EXERCISE
Whenever the string "road" turns up in a line below, that line should be copied.

Stored data entries
★ ★ ★
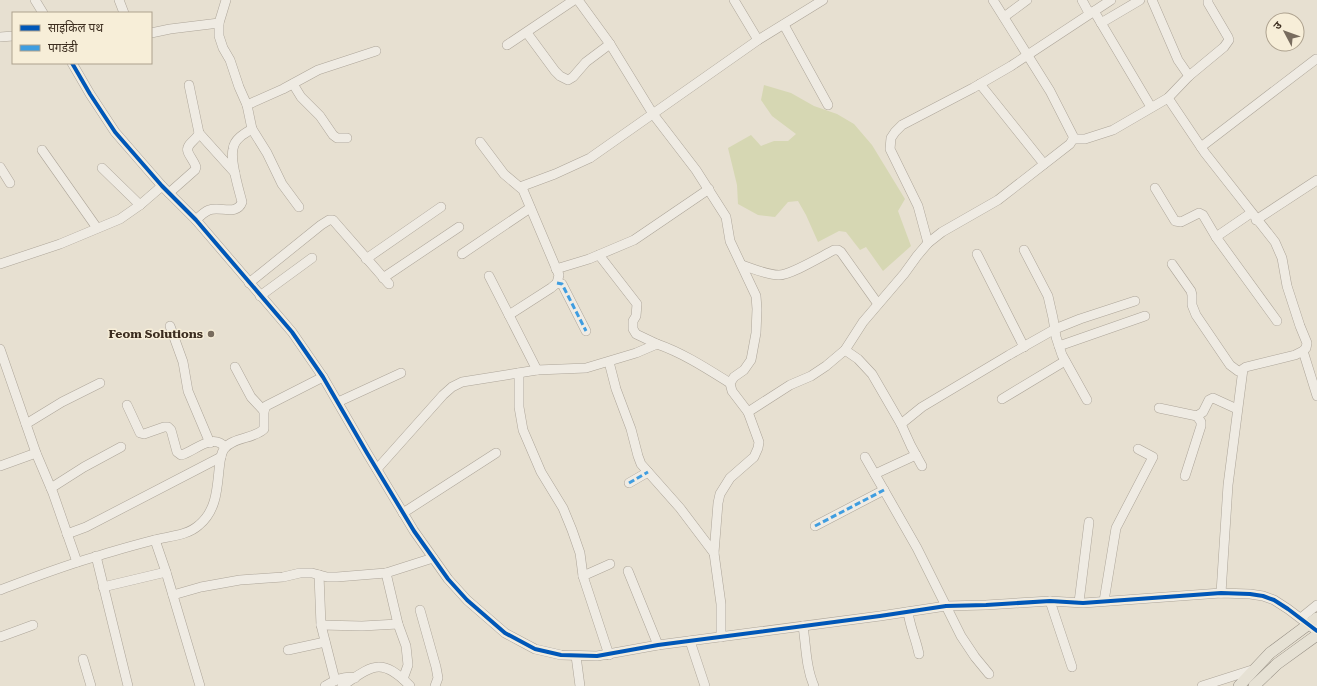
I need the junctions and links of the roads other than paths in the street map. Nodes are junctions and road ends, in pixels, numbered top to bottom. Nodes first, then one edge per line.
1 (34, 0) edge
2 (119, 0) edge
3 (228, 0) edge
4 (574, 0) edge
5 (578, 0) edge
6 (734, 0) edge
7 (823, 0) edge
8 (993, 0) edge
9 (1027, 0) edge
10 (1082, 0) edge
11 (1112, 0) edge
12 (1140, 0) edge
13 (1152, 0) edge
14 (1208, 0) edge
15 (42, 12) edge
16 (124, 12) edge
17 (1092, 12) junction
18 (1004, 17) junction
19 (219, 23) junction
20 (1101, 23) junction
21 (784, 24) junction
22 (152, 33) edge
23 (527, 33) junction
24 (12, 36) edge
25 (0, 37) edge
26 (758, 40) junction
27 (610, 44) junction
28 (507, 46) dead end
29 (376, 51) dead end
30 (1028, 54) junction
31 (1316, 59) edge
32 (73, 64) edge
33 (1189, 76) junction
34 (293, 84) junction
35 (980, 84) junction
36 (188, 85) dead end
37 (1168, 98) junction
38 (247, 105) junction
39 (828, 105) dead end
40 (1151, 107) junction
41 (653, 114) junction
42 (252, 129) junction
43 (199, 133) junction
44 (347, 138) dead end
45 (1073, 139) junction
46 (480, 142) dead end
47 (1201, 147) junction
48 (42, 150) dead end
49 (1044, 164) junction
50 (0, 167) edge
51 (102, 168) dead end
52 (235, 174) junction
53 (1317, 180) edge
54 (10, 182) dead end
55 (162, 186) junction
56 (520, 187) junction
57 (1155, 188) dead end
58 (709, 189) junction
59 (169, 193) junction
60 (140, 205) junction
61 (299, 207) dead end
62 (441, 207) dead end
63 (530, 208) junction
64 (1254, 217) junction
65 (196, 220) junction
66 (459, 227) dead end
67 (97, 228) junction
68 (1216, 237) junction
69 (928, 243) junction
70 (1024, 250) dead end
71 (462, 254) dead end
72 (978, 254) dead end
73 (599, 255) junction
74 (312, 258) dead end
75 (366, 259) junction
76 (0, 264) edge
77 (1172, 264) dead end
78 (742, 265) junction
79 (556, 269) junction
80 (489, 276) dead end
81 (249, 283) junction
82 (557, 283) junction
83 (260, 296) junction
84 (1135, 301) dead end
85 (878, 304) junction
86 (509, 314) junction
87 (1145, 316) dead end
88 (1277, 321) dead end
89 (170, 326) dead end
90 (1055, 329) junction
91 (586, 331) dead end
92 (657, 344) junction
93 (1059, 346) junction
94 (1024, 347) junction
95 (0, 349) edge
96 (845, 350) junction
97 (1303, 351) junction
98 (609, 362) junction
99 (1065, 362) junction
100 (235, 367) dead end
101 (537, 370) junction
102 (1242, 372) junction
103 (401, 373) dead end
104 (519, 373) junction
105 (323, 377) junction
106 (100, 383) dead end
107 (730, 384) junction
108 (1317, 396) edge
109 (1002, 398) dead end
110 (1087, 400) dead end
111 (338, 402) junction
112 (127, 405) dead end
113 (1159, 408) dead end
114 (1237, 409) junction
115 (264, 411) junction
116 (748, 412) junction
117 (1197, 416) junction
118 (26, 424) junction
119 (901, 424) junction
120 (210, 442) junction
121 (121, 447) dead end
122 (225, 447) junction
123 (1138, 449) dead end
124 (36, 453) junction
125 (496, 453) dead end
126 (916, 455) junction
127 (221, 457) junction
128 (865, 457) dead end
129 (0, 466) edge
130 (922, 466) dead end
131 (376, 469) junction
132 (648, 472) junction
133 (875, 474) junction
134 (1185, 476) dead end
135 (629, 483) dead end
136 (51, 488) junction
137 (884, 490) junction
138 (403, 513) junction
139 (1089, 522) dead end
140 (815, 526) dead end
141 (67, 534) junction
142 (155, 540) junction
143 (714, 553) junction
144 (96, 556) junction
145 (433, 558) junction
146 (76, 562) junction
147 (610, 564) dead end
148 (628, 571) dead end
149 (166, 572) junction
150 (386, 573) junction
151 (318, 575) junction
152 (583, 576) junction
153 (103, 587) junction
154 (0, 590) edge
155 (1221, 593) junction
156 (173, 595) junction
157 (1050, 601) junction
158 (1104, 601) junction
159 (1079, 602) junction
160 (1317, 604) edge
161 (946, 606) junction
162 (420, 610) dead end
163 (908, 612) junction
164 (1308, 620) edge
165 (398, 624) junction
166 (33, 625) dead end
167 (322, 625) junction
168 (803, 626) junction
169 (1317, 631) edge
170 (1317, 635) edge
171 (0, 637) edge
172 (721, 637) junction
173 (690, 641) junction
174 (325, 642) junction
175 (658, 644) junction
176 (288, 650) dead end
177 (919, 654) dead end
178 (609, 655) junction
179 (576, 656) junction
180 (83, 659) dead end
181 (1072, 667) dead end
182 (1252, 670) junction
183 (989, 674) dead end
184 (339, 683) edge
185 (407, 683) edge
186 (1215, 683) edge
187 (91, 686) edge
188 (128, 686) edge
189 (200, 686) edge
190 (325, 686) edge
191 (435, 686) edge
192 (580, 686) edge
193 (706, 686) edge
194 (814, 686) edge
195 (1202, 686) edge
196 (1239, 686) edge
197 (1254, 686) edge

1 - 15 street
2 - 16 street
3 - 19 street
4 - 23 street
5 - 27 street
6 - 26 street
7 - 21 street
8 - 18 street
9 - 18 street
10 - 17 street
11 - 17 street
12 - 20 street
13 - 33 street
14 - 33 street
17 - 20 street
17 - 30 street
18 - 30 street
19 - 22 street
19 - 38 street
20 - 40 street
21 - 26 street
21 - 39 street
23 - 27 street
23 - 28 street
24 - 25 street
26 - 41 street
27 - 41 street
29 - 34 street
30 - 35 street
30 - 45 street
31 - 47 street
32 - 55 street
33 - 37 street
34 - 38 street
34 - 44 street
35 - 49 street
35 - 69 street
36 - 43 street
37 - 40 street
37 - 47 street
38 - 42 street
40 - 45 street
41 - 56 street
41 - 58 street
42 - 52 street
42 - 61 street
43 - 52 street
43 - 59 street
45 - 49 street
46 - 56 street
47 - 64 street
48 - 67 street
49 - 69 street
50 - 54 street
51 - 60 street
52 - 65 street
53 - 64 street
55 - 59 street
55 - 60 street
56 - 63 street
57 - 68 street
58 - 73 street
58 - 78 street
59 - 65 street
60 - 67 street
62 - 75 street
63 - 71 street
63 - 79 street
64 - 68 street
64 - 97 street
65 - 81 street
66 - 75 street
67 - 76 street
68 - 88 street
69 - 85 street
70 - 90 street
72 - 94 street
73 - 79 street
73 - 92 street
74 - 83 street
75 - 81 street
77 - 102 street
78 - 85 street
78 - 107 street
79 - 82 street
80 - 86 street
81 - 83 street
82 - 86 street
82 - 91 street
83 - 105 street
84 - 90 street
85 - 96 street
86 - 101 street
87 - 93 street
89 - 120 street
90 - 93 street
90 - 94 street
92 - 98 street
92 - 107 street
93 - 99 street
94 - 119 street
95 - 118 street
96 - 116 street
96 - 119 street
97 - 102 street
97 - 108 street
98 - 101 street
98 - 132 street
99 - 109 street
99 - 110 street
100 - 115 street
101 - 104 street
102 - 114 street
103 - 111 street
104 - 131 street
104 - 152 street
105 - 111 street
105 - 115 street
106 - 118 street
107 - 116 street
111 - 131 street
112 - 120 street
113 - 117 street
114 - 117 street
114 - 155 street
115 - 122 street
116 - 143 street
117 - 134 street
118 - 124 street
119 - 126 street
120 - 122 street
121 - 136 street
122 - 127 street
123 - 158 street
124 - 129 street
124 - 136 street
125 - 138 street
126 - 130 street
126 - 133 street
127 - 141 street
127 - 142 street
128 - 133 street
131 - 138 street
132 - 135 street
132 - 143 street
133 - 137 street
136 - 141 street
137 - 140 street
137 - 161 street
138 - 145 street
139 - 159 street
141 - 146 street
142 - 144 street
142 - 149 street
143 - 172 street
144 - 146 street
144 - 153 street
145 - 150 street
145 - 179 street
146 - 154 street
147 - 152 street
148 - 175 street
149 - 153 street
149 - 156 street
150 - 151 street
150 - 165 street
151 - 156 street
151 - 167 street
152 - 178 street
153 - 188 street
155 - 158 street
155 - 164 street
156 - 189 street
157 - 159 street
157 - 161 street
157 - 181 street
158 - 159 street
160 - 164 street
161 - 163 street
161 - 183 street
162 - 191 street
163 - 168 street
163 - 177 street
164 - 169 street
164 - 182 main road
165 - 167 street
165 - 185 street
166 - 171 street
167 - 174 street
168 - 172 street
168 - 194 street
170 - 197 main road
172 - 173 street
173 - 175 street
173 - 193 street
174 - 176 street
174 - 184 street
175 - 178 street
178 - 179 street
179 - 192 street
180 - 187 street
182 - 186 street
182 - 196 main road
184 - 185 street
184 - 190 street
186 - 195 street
★ ★ ★
RESULT OF THE TASK
I need the junctions and links of the roads other than paths in the street map. Nodes are junctions and road ends, in pixels, numbered top to bottom. Nodes first, then one edge per line.
164 - 182 main road
170 - 197 main road
182 - 196 main road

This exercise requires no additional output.